During the Martial Law, many Poles first made acquaintance with Fydrych's work through his picturesque dwarf images painted on building walls, covering up the paint that was used to cover up anti-regime slogans.

The Orange Alternative
Starting in 1986, he began organizing a chain of happenings, which were eventually named the "Orange Alternative." These happenings involved hundreds up to thousands of participants at a given time. At its heyday in 1987, 1988 and 1989, Major Fydrych's "Orange Alternative" spread to other Polish cities, Warsaw, Łódź, Wrocław and Lublin being the most active. Altogether in the period of 1986 to 1990 the Orange Alternative organized over 60 street happenings.
In March 1988, after distributing women's sanitary pads on the street (an item that was in severe shortage in Communist Poland), Waldemar Fydrych was arrested and sentenced by the Court of Justice to three months of imprisonment. He was released following public uproar, including a letter to the military junta signed by the foremost Polish intellectuals and artists.

Nickname
During the communist regime, when Fydrych was called upon to fulfill his military service obligation, he appeared before the army commission dressed in a uniform of a major. Unwilling to enter the army, he pretended the opposite, simulating madness. Asked to use an appropriate tone in regard to his superiors, Fydrych began addressing his interlocutors per "colonel," at the same time describing himself as a "major," a nickname which remained with him ever since.

Recent activities
Fydrych, alongside a group of students, participated in the Orange Revolution in Ukraine organizing events in Poland and Ukraine. He and the students made in the streets an "Orange Scarf" of support for the revolution. 
This scarf was started in Warsaw by one of the icons of the Orange Revolution - famous Ukrainian singer Ruslana Lyzhichko. On the night of the "Orange Victory," the 15-meter long scarf was handed by Lyzhichko to President Yushchenko as one of the main symbols of the brotherhood between Ukraine and Poland.

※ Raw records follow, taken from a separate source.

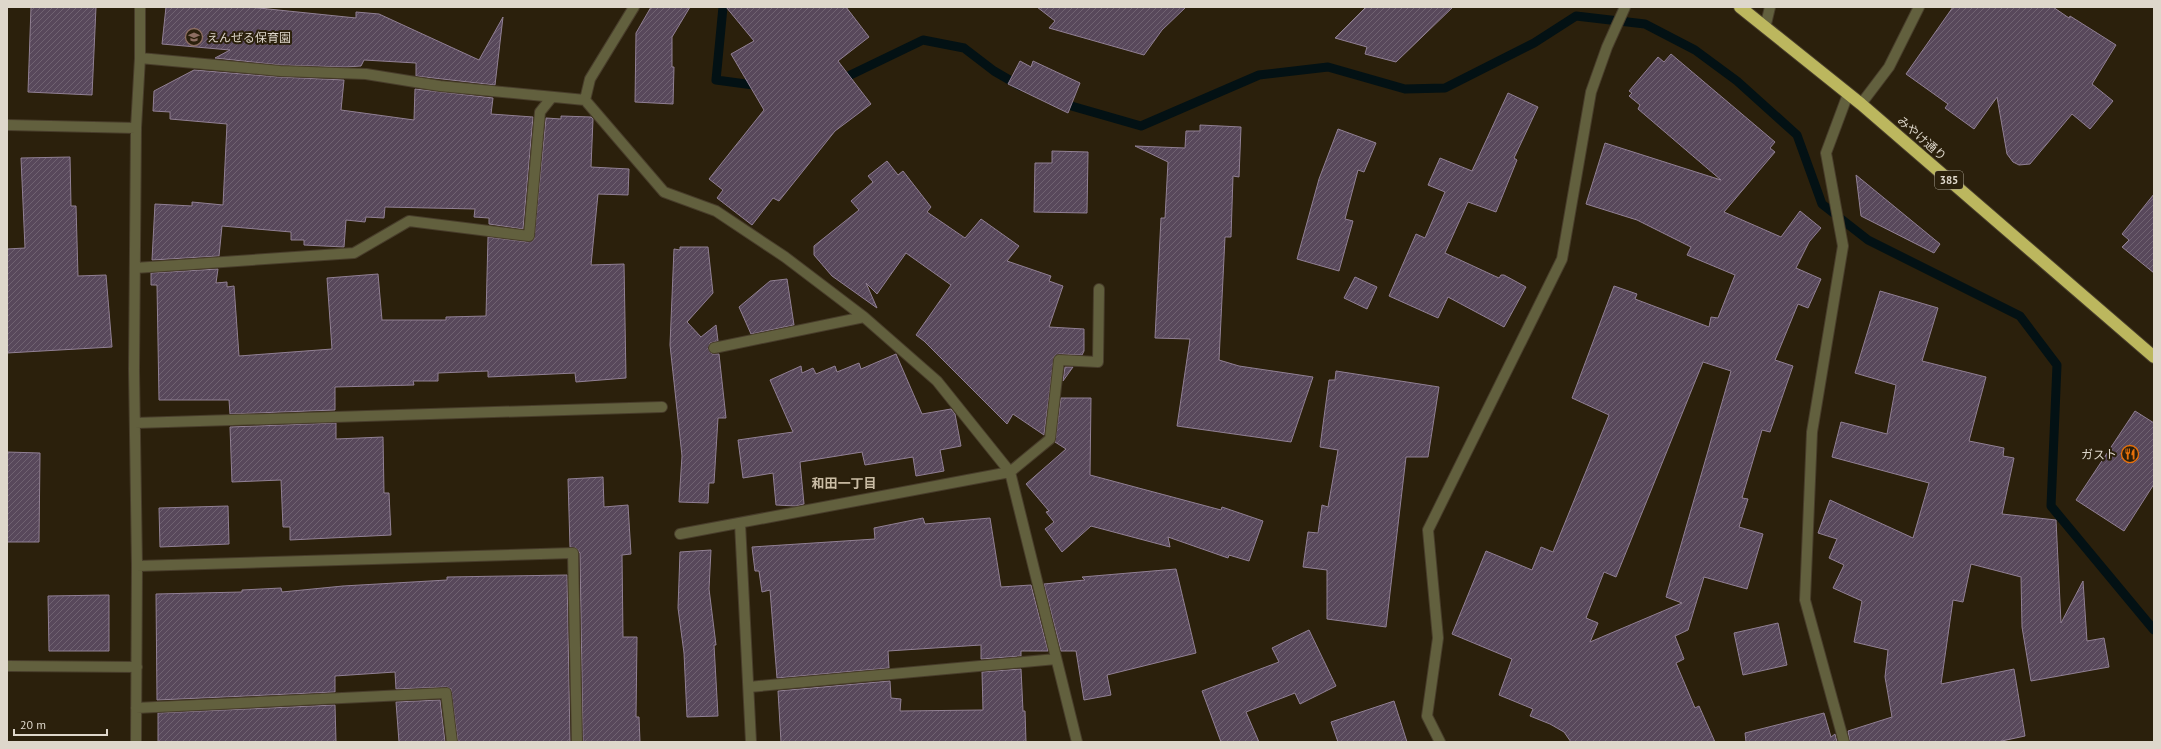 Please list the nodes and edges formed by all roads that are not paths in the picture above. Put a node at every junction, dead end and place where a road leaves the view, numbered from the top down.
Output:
1 (140, 7) edge
2 (634, 7) edge
3 (1625, 7) edge
4 (1740, 7) edge
5 (1770, 7) edge
6 (1919, 7) edge
7 (1765, 28) junction
8 (140, 58) junction
9 (1848, 94) junction
10 (552, 96) junction
11 (585, 100) junction
12 (1861, 104) junction
13 (7, 125) edge
14 (136, 128) junction
15 (135, 268) junction
16 (1100, 289) dead end
17 (864, 317) junction
18 (714, 348) dead end
19 (2154, 357) edge
20 (662, 407) dead end
21 (135, 423) junction
22 (1010, 472) junction
23 (740, 523) junction
24 (680, 534) dead end
25 (137, 566) junction
26 (1056, 659) junction
27 (7, 666) edge
28 (137, 667) junction
29 (749, 687) junction
30 (136, 708) junction
31 (136, 742) edge
32 (452, 742) edge
33 (577, 742) edge
34 (752, 742) edge
35 (1077, 742) edge
36 (1440, 742) edge
37 (1844, 742) edge

1 - 8 street
2 - 11 street
3 - 36 street
4 - 7 highway, みやけ通り / 385
5 - 7 street
6 - 12 street
7 - 9 highway, みやけ通り / 385
8 - 10 street
8 - 14 street
9 - 12 highway, みやけ通り / 385
9 - 37 street
10 - 11 street
10 - 15 street
11 - 17 street
12 - 19 highway, みやけ通り / 385
13 - 14 street
14 - 15 street
15 - 21 street
16 - 22 street
17 - 18 street
17 - 22 street
20 - 21 street
21 - 25 street
22 - 23 street
22 - 26 street
23 - 24 street
23 - 29 street
25 - 28 street
25 - 33 street
26 - 29 street
26 - 35 street
27 - 28 street
28 - 30 street
29 - 34 street
30 - 31 street
30 - 32 street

In 2002, Fydrych presented himself in elections to the post of the Mayor of the City of Warsaw. He also ran for mayor of Warsaw in 2006 elections, gaining 2914 votes (0,41%). His organization was Dolts and Dwarves (Gamonie i Krasnoludki).

In 2012, Fydrych received Ph.D. in Fine Arts from the Academy of Fine Arts in Warsaw, Poland after defending his thesis "Happening as the integrating and healing operation transforming art and reality" written under supervision of Professor Stanisław Wieczorek.

In 2014, the English translation of his book on Orange Alternative was published as "Lives of the Orange Men" by a London publishing house, Minor Compositions. with a foreword by the Yes-Men and the forward to the Polish edition by Anne Applebaum.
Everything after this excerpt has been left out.